Ich kann also nicht wirklich erkennen, wie das Verkehrs-Problem mithilfe einer weiteren Seilbahn gelöst werden soll. Das Verkehrsaufkommen dürfte sogar mit dem Bau einer weiteren (Zubringer-)Bahn zur Seiser Alm eher zunehmen, denn sinken: Oder sollte etwa der Bürgermeister meinen, dass sich der Kapital- und überhaupt Ressourcenhunger einer (wenn auch „kleinen aber feinen“) Seilbahn allein mit ein paar Fahrten von ein paar Einheimischen-und-Gäste-Hanseln aus Kastelruth Dorf stillen ließe?
Es sieht also ganz so aus, als würden wir am Ende und nach dem Willen der Befürworter eine (teure!) neue Seilbahn, einen zerstörten Puflatsch und einen Haufen ungelöster alter Probleme haben, mit ein paar neu geschaffenen dazu.
Angesichts all dessen kommt man kaum umhin, zu überlegen, dass es – bei dieser zerstörerischen Seilbahn-„Vision“ – wohl eher nicht um eine Lösung für tatsächlich bestehende Probleme geht, sondern dass vielmehr die als (fadenscheiniges!) Deckmäntelchen herhalten müssen, für die Mogelpackung, an der (man kennt das ja: die große Allgemeinheit zahlt für eine kleine Elite) irgend jemand schon schön verdienen wird. Die Gemeinde und ihre Bürger werden das eher nicht sein.
Dabei könnte das Verkehrsproblem vielleicht auch ganz einfach und ohne großen Aufwand gelöst werden: Die rasanten Lärmer zum Beispiel könnten mithilfe strenger Geschwindigkeitsbeschränkung samt konsequenter Kontrolle relativ leicht gezähmt werden, womit das größte Problem schon mal vom Tisch wäre. Für die Pendler von und zur Bahn hingegen könnte die Straße schlicht und ergreifend gesperrt werden – wer zur Bahn will, hat den leisen und umweltfreundlichen Bus zu nehmen (deren Funktionsweise vielleicht auch mal überdacht werden könnte: Anderenorts werden schon längst kleine und maximal flexible Klein-Busse eingesetzt, mit sehr wenig Leerlauf…)
Mit der Auflage vielleicht und allenfalls, an die direkten Nutznießer einer solchen Maßnahme, dass ein angemessener Teil der Einnahmen, welche dank dieser Einschränkung individueller Freiheit „zum Wohle der Allgemeinheit“ generiert werden und weitestgehend in private Taschen fließen, an die Gemeinschaft zurück geführt werde, zum Wohle der letzteren.
(Zum Beispiel an die Tourismusvereine des Gebietes.

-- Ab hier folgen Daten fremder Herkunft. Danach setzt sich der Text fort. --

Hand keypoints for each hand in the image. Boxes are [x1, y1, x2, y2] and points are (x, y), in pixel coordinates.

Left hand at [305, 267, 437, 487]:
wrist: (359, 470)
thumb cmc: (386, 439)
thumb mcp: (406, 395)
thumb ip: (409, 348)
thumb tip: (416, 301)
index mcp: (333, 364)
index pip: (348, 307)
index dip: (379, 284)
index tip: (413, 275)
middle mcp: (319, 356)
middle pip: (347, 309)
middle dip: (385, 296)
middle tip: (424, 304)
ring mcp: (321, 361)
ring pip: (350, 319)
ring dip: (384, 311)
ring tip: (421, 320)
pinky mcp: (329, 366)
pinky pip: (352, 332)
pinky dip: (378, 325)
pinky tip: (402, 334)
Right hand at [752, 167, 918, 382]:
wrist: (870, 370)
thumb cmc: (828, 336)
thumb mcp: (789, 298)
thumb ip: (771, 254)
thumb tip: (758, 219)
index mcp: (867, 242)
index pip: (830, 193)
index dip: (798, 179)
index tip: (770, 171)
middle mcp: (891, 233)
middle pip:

Die wiederum könnten mithilfe dieser wahrscheinlich munter sprudelnden Finanzquelle viele schöne Sachen machen, Dörfer beleben, Lebensqualität heben…)
PS. In letzterem Zusammenhang finde ich es immer noch oder eigentlich zunehmend empörend, dass in Seis eine private (!) Kapital(!)gesellschaft sich völlig frei und ungehemmt aus einer Goldgrube bedienen kann, die aufgetan worden war, als die – öffentliche! allgemeines Gut! – Seiser Alm-Straße für den Individualverkehr gesperrt wurde. Mag sein, die Schließung war (ist) im allgemeinen Umwelt- und also öffentlichen Interesse – dann müssten aber auch, in logischer Konsequenz, die Einnahmen jener (privaten) Gesellschaft, aus öffentlichem Gut, im öffentlichen Interesse sein, und entsprechend in angemessenen Teilen der Bevölkerung zurück gegeben werden (und nicht, zum Beispiel, die Hotels der Gegend aufgekauft…).

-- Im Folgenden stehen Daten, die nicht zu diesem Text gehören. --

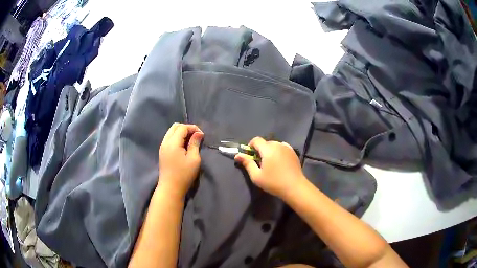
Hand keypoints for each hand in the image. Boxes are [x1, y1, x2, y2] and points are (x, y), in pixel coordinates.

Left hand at [158, 123, 203, 198]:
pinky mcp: (162, 152)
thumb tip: (198, 133)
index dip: (193, 128)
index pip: (182, 128)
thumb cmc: (184, 174)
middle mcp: (165, 142)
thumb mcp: (193, 159)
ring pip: (171, 132)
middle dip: (186, 128)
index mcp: (172, 143)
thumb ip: (195, 143)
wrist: (170, 188)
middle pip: (175, 126)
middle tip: (196, 136)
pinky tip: (183, 146)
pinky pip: (169, 138)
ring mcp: (162, 147)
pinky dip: (177, 138)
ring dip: (181, 133)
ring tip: (190, 141)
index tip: (202, 135)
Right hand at [234, 137, 305, 197]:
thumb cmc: (274, 182)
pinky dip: (278, 151)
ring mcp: (287, 148)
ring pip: (274, 144)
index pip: (256, 140)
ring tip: (270, 163)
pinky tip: (279, 161)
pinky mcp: (293, 152)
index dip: (251, 146)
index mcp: (268, 149)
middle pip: (265, 142)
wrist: (294, 187)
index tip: (250, 156)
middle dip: (260, 149)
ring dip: (270, 150)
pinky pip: (282, 147)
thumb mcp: (256, 176)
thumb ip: (247, 163)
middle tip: (260, 162)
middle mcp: (278, 145)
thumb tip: (237, 155)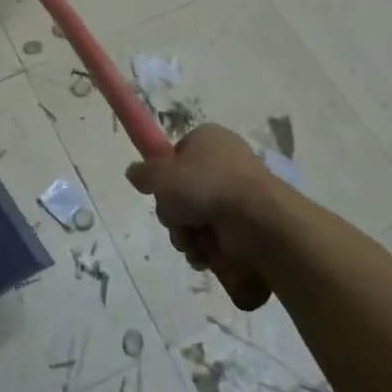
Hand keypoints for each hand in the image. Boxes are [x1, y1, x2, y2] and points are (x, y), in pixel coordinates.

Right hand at [127, 124, 278, 310]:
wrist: (257, 220)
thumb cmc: (206, 186)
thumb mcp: (161, 175)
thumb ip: (143, 173)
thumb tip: (134, 172)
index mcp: (208, 139)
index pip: (178, 156)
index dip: (166, 176)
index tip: (162, 192)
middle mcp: (226, 162)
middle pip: (184, 192)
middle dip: (175, 214)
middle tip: (178, 222)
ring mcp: (240, 193)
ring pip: (197, 218)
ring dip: (188, 235)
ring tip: (194, 242)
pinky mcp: (250, 223)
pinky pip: (217, 237)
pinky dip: (208, 248)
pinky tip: (208, 253)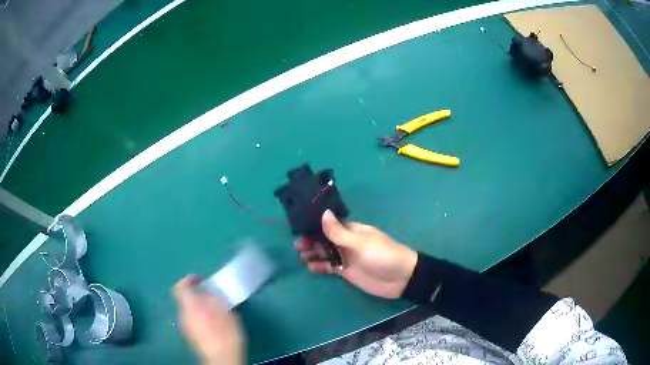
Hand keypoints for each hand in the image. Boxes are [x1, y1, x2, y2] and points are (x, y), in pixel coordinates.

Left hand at [173, 276, 244, 364]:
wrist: (222, 359)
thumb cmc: (225, 334)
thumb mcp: (226, 311)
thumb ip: (216, 298)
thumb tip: (210, 291)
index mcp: (190, 306)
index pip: (180, 287)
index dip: (188, 280)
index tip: (200, 280)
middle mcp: (183, 315)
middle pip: (185, 300)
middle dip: (197, 296)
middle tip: (213, 297)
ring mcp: (185, 328)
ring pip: (189, 311)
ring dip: (200, 308)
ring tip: (216, 312)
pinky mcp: (191, 337)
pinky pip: (193, 322)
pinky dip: (201, 319)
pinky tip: (215, 326)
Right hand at [295, 210, 417, 298]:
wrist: (401, 278)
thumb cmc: (382, 256)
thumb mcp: (360, 243)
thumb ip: (339, 232)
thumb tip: (323, 213)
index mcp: (352, 230)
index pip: (330, 224)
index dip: (315, 224)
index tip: (299, 226)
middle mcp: (347, 242)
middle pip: (325, 239)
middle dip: (311, 240)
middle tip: (298, 245)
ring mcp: (347, 257)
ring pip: (325, 253)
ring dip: (313, 253)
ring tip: (301, 255)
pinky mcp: (347, 272)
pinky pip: (330, 267)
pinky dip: (320, 267)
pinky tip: (310, 268)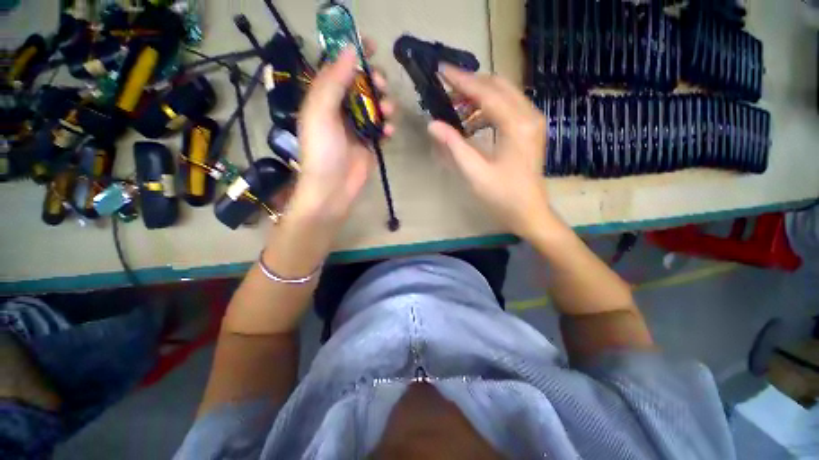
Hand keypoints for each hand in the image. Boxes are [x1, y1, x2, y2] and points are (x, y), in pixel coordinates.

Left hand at [289, 43, 394, 225]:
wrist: (333, 188)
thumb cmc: (322, 150)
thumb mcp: (321, 112)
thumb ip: (333, 81)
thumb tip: (350, 50)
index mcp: (324, 98)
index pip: (339, 68)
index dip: (354, 54)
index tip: (372, 45)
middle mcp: (341, 109)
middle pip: (362, 86)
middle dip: (374, 81)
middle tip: (381, 85)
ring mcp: (357, 127)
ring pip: (375, 106)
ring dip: (384, 104)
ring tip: (388, 112)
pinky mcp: (370, 144)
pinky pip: (382, 128)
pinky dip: (387, 127)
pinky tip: (388, 132)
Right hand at [428, 66, 552, 240]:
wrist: (529, 212)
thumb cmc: (502, 196)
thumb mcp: (474, 173)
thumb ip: (454, 146)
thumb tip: (433, 124)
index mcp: (516, 125)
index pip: (486, 92)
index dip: (462, 80)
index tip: (441, 70)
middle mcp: (529, 115)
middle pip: (498, 85)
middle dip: (471, 84)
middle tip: (446, 89)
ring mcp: (532, 121)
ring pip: (504, 94)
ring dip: (479, 96)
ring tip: (455, 108)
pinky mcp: (529, 129)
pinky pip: (507, 108)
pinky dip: (488, 109)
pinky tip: (472, 122)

Ja. Ich finde das alles sehr empörend. Nicht nur, wie schamlos allgemeines Gut abgeschöpft und weit mehrheitlich privaten Taschen zugeführt wird, um dort weit mehrheitlich zu verbleiben, sondern auch, wie die Bevölkerung für dumm verkauft werden soll, und wie leicht und gefügig sie sich für dumm verkaufen lässt.
Nachtrag: Vor einiger Zeit erschien bei „sz online“ ein interessanter Kommentar über die „Mobilität der Zukunft“. Darin schreibt der Autor unter anderem:
„Doch der Umbau des Mobilitätssektors bedeutet in Wahrheit viel mehr als den Wechsel des Betriebssystems vom Benzin hin zur Batterie. Er geht weit darüber hinaus. Er wird Städte binnen zweier Dekaden durch einen großteils geräusch- und abgasfreien Verkehr verändern. Er wird das Verhalten der Menschen mit neuen Formen des Individualverkehrs prägen. Und er wird der Wirtschaft ganz neue Angebote abverlangen. Es zeichnet sich ab: Die Mobilität steht vor einer Revolution, (…).

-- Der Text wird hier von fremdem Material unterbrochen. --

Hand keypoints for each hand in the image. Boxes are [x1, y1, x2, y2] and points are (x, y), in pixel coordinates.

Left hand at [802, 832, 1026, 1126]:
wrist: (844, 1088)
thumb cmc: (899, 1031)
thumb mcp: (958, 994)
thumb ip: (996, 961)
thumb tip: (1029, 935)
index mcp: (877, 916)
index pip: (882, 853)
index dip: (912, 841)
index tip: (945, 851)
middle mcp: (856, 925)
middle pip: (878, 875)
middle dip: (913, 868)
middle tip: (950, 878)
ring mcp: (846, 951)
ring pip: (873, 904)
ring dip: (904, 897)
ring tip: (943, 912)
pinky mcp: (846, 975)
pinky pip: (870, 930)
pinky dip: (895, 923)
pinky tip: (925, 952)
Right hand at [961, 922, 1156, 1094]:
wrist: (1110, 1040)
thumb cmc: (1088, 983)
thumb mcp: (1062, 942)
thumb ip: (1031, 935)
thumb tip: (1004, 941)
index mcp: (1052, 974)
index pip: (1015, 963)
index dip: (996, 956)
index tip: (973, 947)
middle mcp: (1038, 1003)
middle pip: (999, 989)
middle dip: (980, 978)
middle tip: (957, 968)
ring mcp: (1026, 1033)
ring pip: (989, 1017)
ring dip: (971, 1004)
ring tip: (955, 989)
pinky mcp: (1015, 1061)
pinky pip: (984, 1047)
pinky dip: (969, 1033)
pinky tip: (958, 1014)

Angesichts solcher Entwicklungen („geräusch- und abgasfreier Verkehr“), die schon längst im Gange sind und vor dem Durchbruch stehen, scheint es mir doch mehr als nur kurzsichtig, heute zu planen, als würde sich am Verkehrsverhalten der allgemeinen Menschheit in den nächsten 50 und mehr Jahren nichts ändern…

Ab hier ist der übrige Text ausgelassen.